#### [Data to examine]
⟨

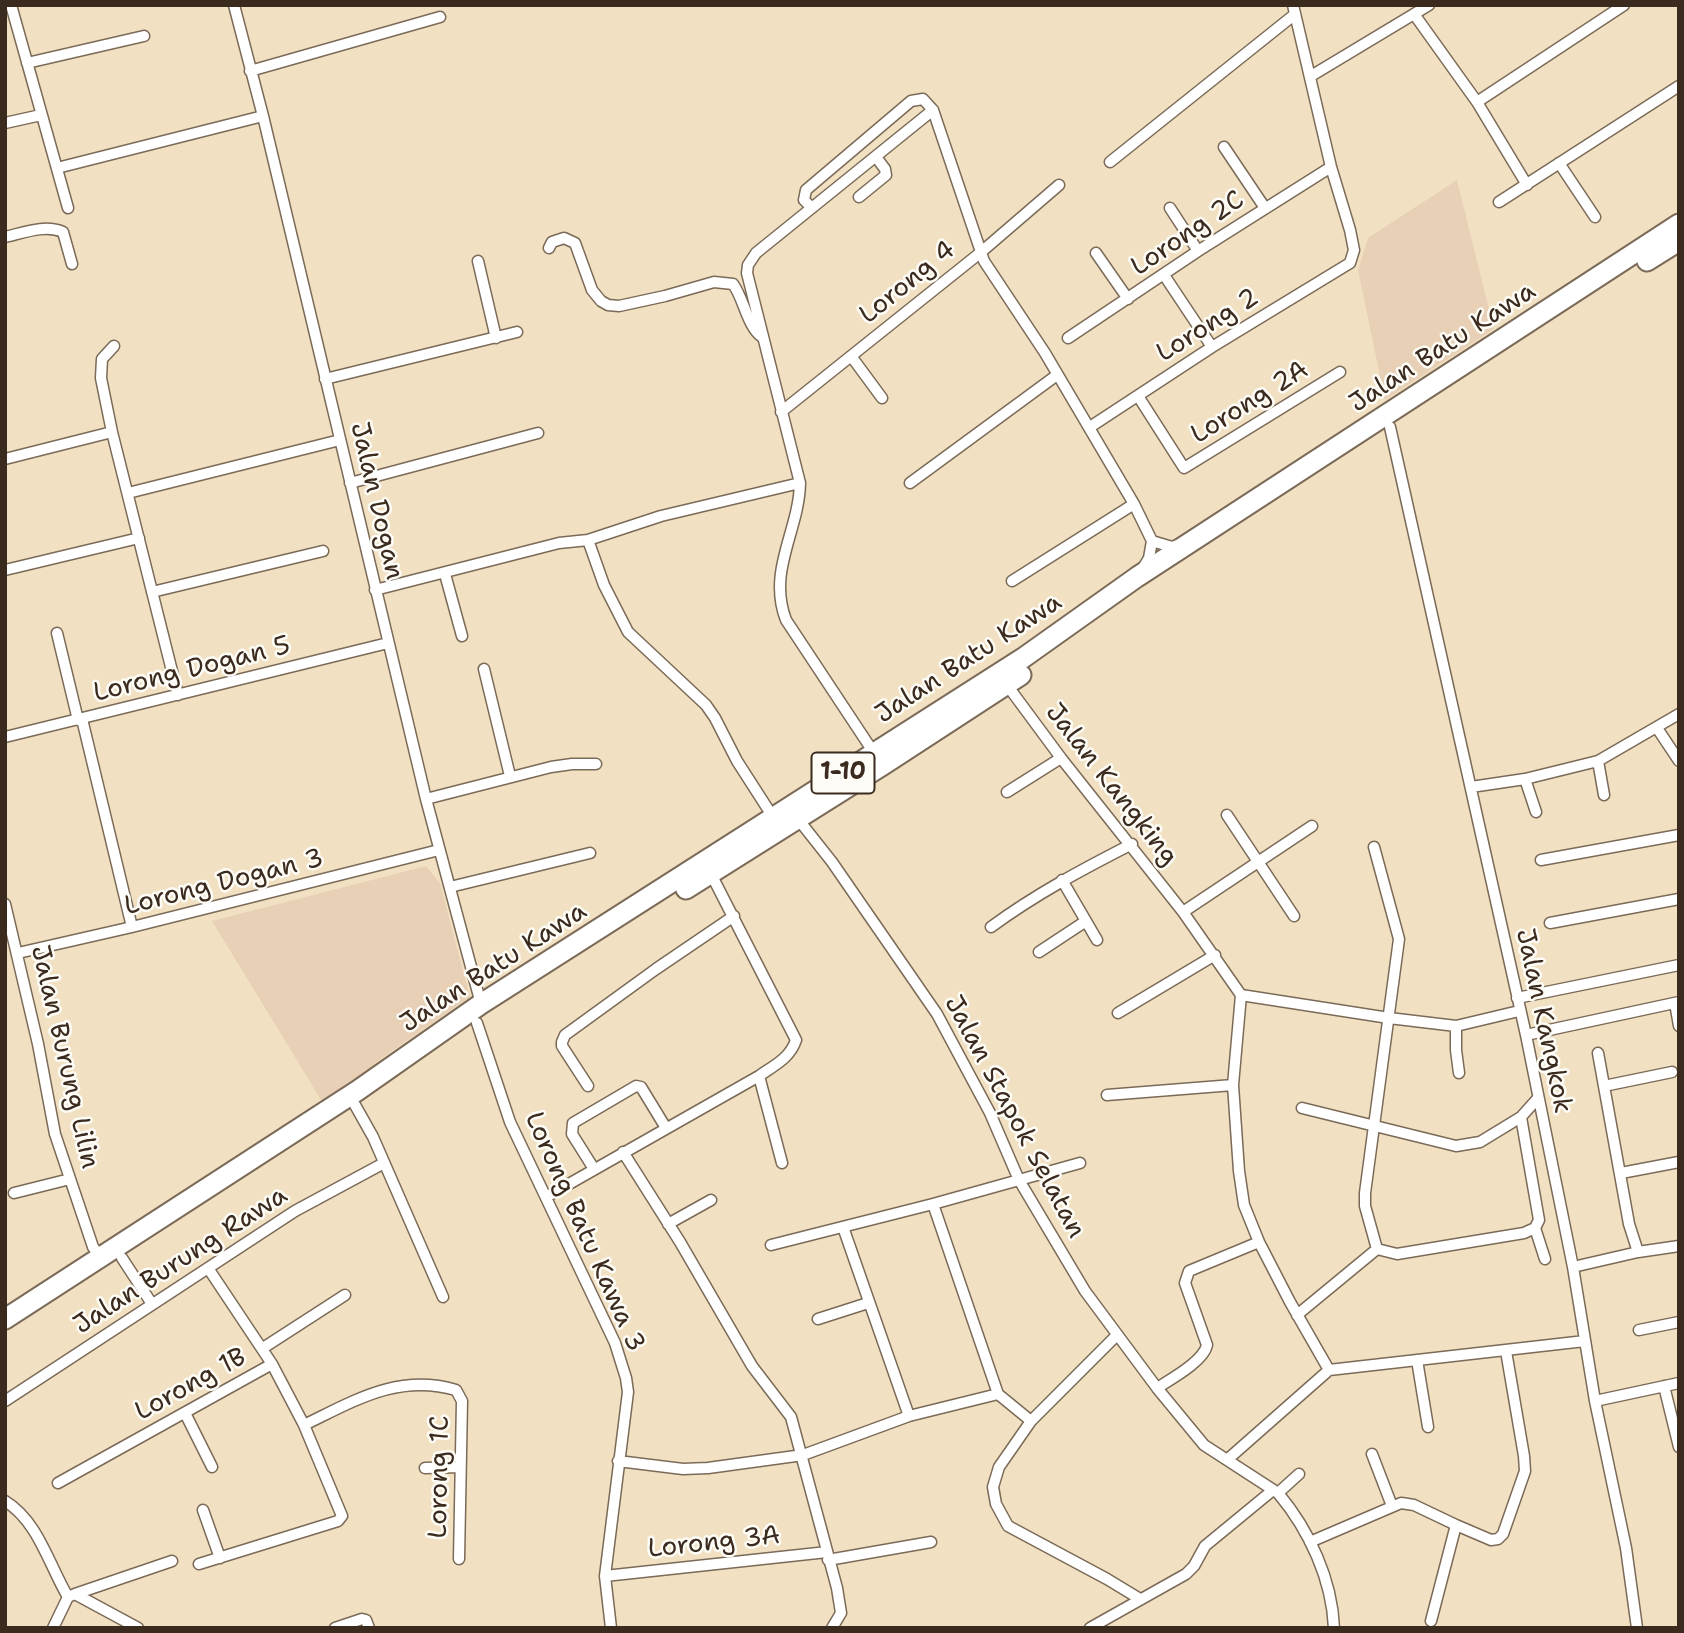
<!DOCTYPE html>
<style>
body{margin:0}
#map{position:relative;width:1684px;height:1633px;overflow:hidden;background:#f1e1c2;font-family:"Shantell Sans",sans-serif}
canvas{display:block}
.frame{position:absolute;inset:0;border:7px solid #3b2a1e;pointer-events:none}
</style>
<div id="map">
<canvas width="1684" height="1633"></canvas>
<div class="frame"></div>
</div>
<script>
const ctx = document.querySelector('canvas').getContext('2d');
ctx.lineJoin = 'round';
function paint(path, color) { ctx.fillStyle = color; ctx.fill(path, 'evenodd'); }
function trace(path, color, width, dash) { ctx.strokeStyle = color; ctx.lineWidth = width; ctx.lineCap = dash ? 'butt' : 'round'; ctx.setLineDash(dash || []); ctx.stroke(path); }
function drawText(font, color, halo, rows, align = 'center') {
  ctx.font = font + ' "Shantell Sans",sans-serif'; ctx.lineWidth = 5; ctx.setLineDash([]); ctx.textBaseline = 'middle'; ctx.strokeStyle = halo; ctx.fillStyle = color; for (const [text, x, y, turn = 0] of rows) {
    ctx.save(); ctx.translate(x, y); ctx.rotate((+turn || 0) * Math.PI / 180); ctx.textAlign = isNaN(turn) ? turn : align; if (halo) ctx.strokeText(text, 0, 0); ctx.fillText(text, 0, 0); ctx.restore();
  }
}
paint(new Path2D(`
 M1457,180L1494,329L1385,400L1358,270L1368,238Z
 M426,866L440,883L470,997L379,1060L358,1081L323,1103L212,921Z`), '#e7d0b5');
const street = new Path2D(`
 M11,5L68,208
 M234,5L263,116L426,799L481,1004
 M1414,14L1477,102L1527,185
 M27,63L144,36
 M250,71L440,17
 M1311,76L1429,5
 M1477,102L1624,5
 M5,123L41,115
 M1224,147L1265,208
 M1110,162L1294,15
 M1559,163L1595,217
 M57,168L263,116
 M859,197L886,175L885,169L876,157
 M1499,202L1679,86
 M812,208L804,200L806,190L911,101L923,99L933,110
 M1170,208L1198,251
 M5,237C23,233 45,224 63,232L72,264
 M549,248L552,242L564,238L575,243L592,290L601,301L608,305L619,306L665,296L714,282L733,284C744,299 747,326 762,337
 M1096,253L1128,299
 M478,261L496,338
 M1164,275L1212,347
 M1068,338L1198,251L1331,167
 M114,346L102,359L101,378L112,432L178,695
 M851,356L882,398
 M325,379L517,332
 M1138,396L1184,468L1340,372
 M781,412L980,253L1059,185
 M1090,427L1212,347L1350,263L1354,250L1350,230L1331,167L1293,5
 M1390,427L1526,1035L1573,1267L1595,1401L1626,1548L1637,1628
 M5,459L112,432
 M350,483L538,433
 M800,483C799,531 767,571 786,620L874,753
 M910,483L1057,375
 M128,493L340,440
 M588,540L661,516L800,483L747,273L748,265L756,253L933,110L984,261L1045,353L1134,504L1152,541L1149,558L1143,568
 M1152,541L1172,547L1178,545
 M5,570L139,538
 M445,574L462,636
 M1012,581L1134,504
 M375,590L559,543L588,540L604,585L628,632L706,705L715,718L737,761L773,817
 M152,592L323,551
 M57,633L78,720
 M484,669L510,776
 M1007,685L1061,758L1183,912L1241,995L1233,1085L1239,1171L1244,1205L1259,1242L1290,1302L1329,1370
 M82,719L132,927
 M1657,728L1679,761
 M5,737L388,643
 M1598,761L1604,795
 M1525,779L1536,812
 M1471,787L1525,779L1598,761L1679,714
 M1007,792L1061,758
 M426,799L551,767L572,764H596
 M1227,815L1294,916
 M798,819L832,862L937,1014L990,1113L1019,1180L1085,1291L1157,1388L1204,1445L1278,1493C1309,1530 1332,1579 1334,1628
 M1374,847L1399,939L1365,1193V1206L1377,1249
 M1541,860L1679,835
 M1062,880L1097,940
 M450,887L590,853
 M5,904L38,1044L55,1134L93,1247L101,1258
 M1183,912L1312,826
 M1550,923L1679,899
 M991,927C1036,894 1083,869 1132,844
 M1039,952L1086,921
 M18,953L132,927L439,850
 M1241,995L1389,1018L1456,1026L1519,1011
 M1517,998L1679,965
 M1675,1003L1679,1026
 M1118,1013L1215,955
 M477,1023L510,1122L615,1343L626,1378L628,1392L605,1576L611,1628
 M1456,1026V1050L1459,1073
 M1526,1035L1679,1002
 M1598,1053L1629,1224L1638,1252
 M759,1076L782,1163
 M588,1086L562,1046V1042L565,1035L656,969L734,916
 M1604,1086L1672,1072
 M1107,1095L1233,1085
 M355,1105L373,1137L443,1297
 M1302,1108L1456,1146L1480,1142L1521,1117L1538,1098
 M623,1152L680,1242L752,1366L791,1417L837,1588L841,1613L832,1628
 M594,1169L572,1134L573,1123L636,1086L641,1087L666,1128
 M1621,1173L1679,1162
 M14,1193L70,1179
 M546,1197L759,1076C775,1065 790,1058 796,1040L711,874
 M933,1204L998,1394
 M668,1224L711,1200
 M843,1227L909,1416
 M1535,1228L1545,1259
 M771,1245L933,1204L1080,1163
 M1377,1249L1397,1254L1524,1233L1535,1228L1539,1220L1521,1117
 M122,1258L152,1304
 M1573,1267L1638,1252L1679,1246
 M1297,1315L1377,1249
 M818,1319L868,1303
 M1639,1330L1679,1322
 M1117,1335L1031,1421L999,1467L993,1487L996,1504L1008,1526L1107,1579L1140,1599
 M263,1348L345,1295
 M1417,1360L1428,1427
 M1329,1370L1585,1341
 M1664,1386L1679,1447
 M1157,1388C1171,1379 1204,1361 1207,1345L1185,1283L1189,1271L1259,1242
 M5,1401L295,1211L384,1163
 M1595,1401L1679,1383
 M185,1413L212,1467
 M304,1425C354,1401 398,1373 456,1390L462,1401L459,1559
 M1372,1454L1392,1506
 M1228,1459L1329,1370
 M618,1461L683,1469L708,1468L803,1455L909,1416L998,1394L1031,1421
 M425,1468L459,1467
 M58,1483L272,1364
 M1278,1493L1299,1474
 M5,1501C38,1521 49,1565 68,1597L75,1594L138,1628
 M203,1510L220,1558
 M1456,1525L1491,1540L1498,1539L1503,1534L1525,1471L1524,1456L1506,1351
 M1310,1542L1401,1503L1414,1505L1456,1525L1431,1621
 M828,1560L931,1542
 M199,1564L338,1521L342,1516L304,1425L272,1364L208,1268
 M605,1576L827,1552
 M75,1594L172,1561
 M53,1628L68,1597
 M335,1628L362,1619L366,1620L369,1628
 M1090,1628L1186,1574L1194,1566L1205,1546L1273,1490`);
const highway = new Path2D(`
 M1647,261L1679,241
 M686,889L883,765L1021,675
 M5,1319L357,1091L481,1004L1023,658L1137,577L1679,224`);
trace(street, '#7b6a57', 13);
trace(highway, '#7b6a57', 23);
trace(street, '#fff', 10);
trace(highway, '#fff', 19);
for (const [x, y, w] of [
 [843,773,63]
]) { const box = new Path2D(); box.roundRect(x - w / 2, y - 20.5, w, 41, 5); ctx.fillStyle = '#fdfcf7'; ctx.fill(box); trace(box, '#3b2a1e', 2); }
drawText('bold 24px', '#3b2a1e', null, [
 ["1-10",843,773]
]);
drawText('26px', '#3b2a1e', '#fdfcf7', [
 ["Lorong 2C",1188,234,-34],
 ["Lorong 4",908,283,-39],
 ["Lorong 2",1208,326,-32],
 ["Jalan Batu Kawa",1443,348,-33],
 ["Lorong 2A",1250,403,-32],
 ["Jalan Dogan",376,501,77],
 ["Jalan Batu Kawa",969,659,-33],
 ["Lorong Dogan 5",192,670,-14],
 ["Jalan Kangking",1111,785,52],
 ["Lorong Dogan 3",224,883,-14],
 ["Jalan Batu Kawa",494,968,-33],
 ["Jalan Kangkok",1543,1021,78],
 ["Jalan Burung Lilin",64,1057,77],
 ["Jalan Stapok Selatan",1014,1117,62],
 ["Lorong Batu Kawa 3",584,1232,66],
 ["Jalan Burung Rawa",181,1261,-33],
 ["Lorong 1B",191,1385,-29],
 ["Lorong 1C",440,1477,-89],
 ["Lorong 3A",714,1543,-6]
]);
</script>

⟩

#### [Task to carry out]
Copy every line of the data where "rows" is found.

#### [Result of the task]
function drawText(font, color, halo, rows, align = 'center') {
  ctx.font = font + ' "Shantell Sans",sans-serif'; ctx.lineWidth = 5; ctx.setLineDash([]); ctx.textBaseline = 'middle'; ctx.strokeStyle = halo; ctx.fillStyle = color; for (const [text, x, y, turn = 0] of rows) {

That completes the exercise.